Stored items:
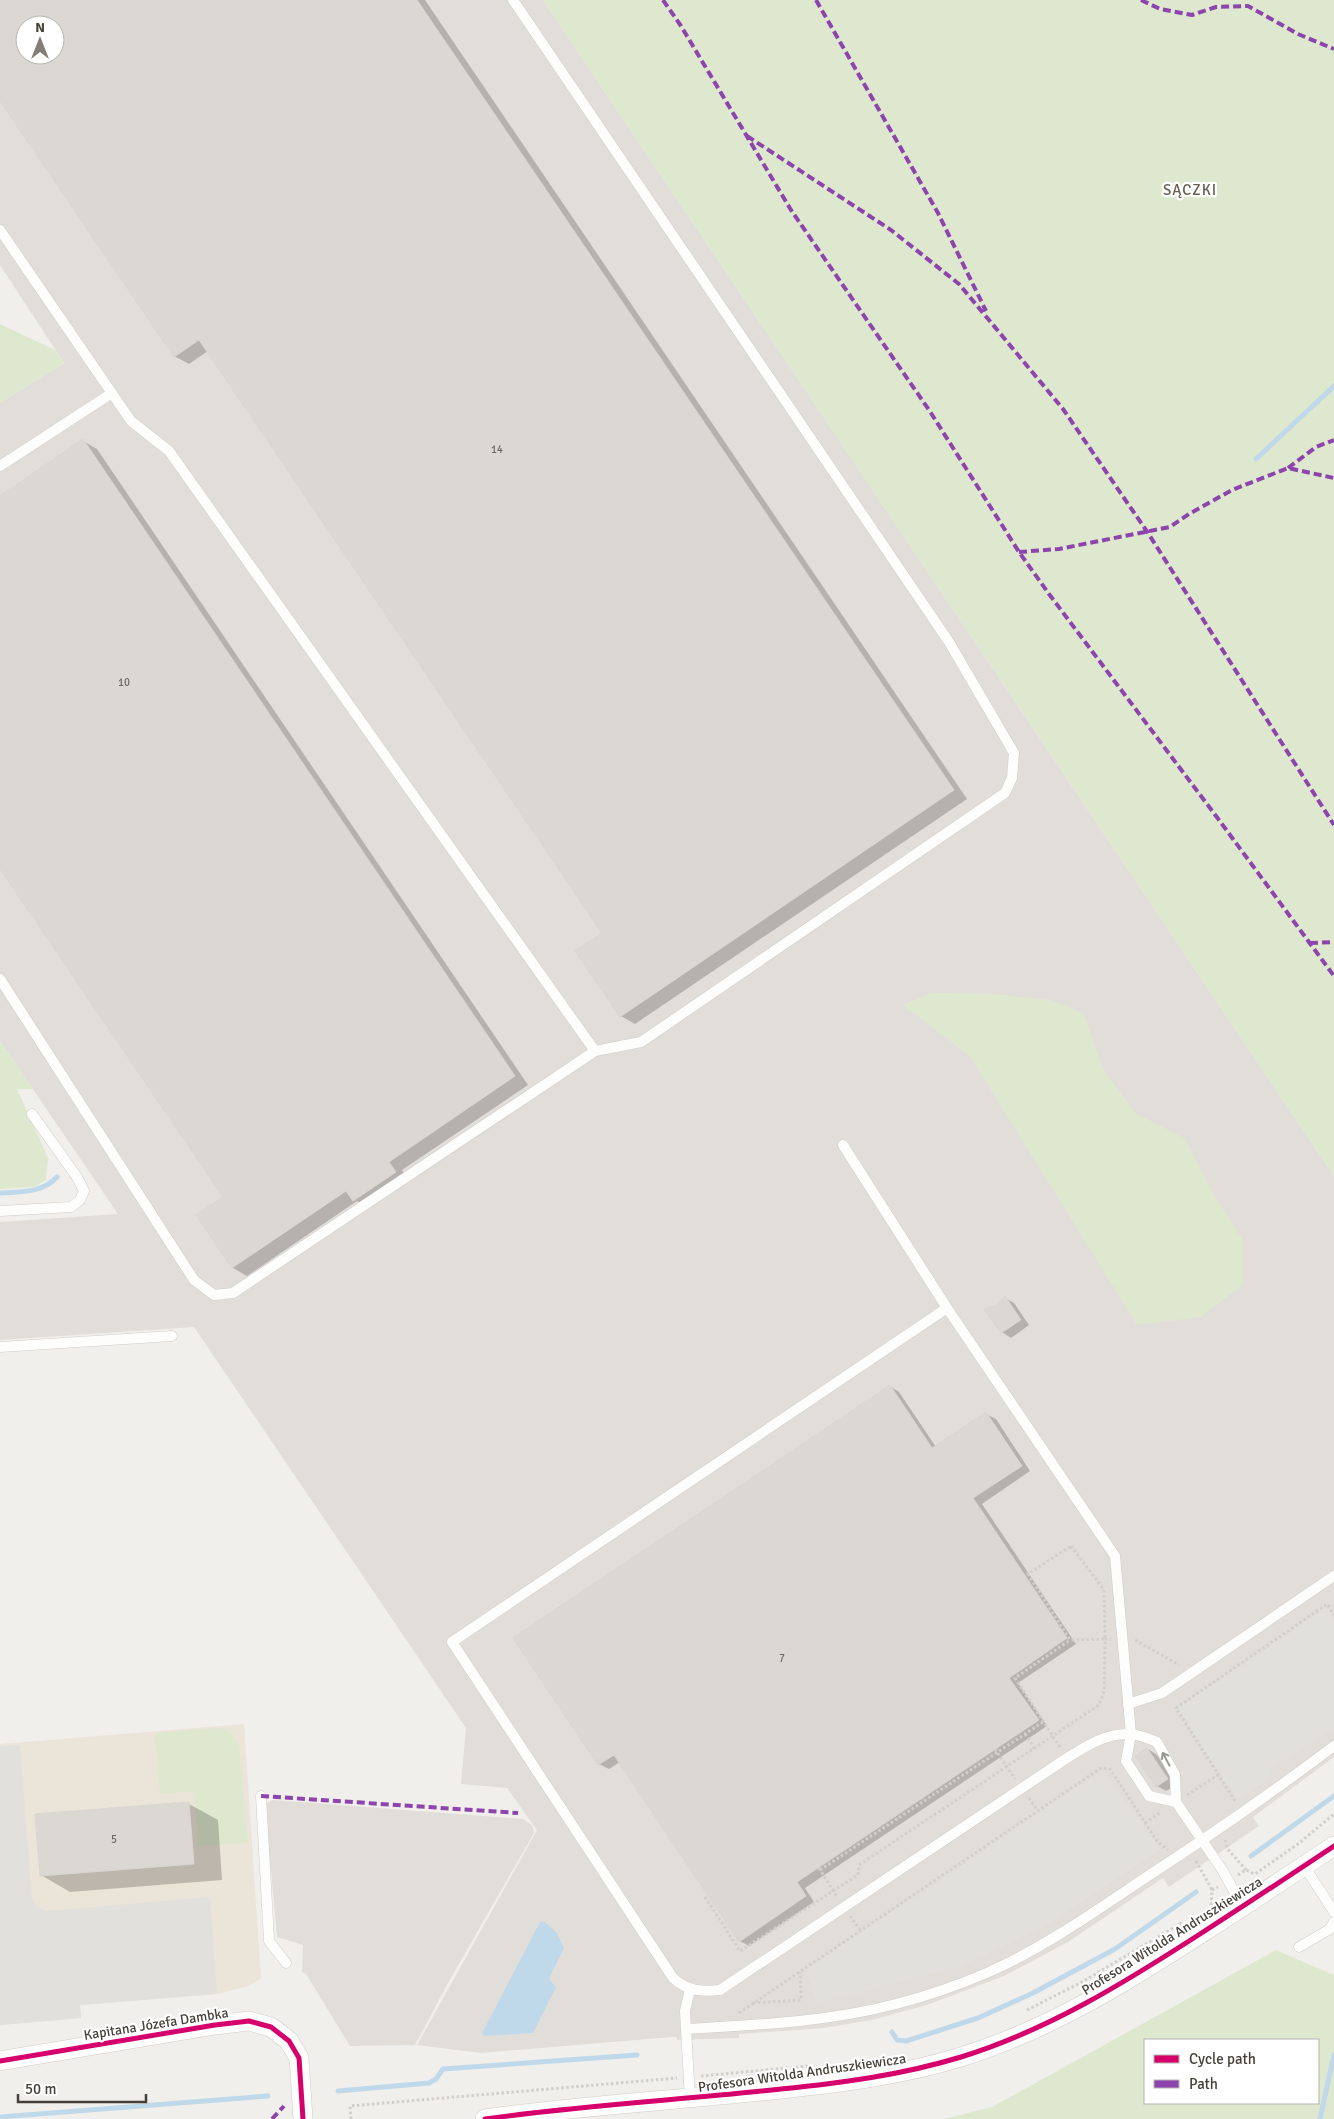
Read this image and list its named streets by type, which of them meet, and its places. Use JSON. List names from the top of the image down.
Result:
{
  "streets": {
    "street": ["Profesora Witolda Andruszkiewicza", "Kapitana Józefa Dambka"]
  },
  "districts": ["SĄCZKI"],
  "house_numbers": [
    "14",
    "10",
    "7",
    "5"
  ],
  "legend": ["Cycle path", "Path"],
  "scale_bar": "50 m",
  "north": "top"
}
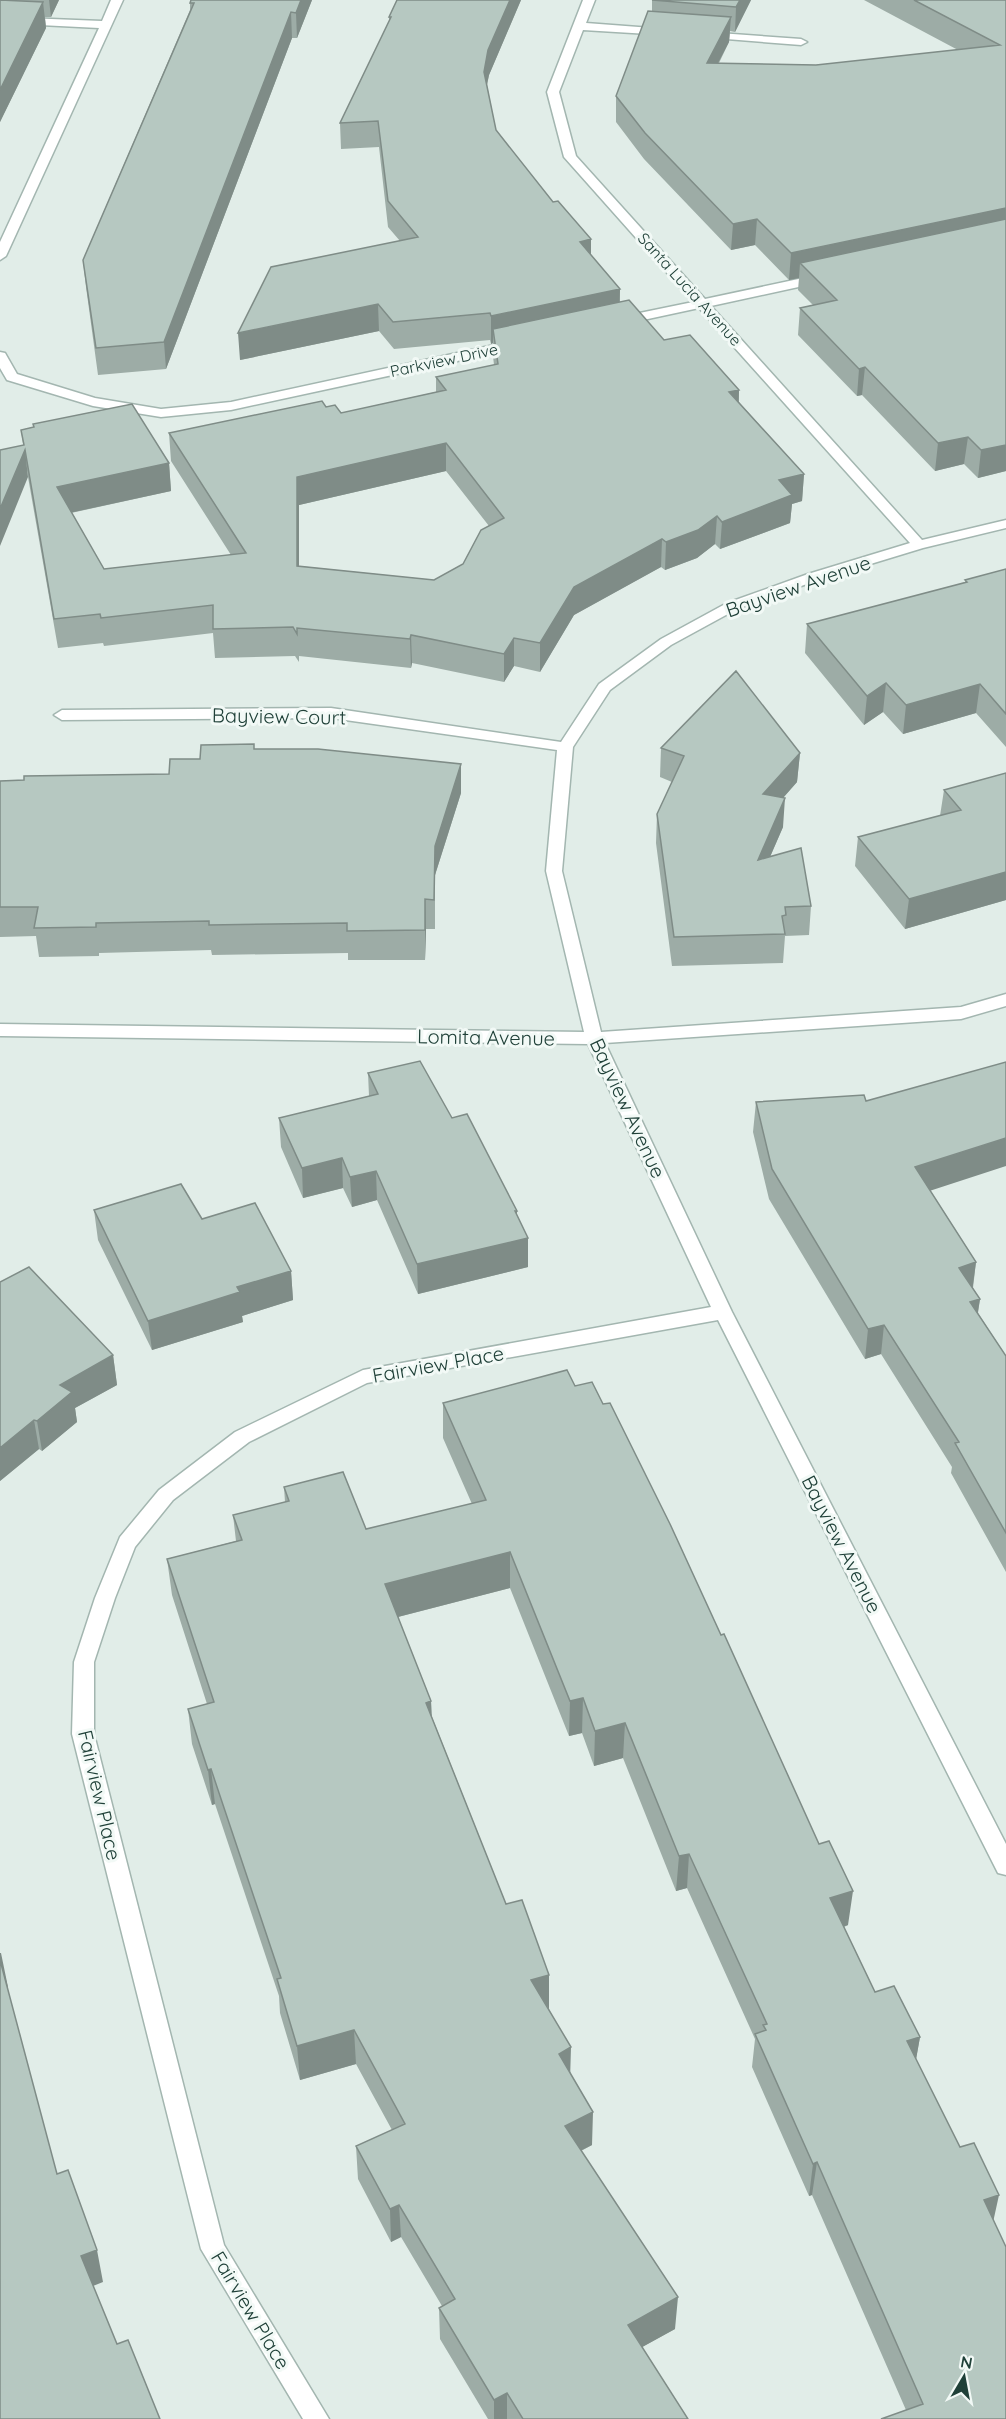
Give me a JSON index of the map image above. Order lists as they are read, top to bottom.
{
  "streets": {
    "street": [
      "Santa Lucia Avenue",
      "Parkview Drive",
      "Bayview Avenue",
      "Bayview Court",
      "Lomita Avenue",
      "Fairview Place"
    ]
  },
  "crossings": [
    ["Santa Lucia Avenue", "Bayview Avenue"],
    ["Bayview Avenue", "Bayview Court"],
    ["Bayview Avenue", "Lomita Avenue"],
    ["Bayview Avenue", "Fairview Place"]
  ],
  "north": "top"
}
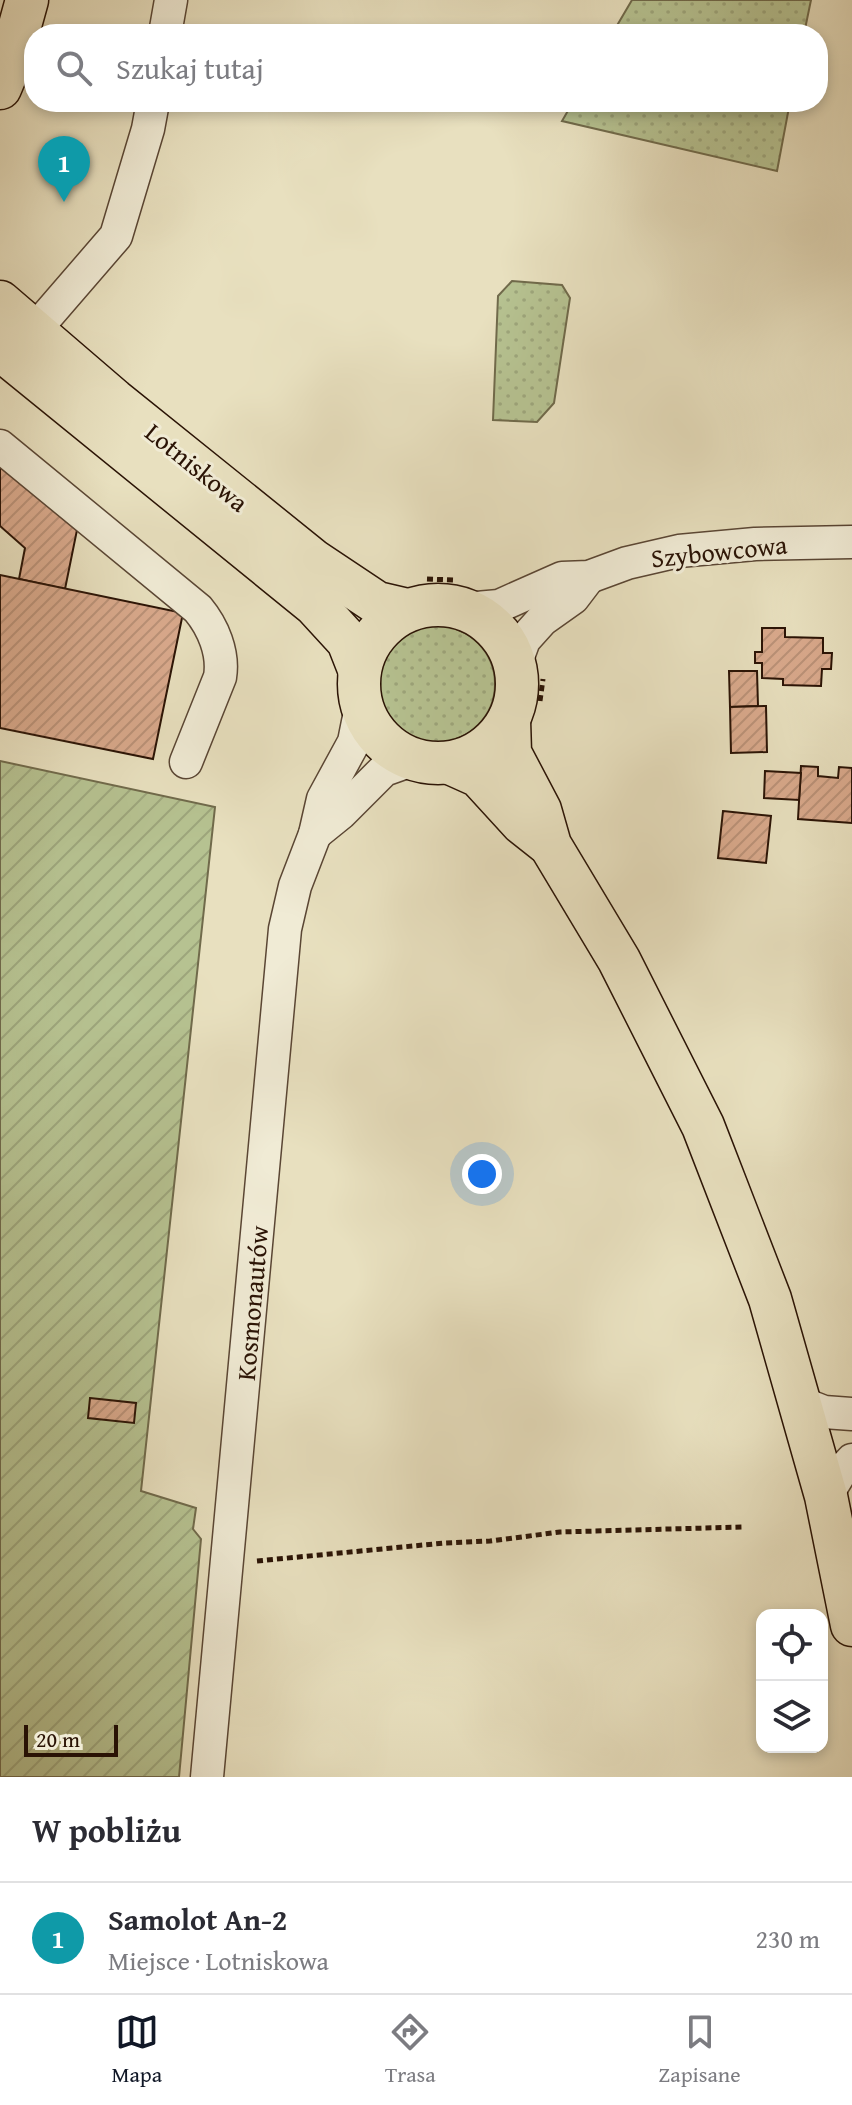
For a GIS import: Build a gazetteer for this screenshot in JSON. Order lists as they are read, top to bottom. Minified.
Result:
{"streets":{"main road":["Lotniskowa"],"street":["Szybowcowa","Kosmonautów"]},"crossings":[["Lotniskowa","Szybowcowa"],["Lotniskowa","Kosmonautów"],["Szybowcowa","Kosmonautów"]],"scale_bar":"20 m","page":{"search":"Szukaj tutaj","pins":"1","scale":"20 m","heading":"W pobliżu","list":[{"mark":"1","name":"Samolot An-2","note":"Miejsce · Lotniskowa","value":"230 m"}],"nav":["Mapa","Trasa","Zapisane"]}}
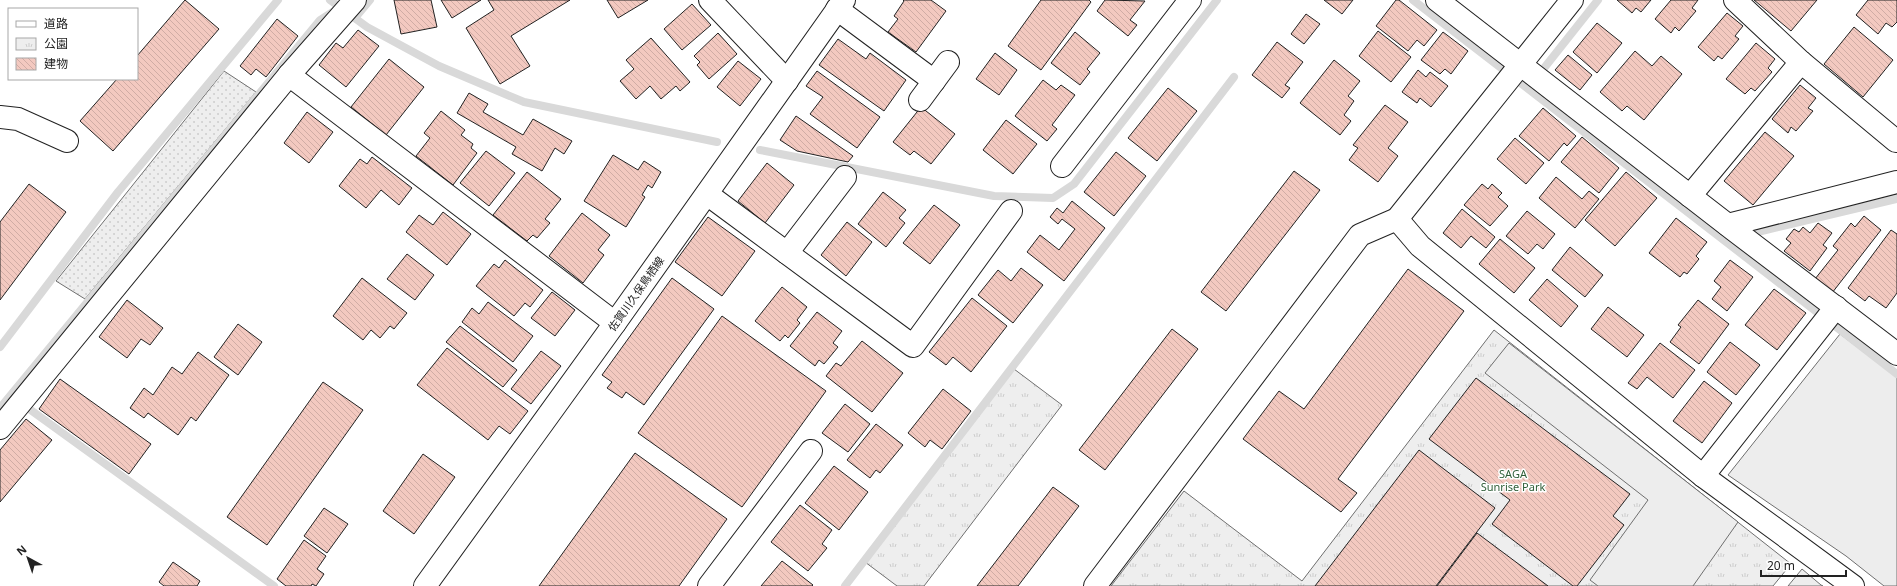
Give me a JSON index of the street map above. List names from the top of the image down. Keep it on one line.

◆ What to work on
Search the entries above for the string "names", and report each line where it occurs.

◆ Answer section
Read this image and list its named streets by type, which of them meet, and its places. Use JSON. List names from the top of the image down.
Give me a JSON index of the street map above. List names from the top of the image down. Keep it on one line.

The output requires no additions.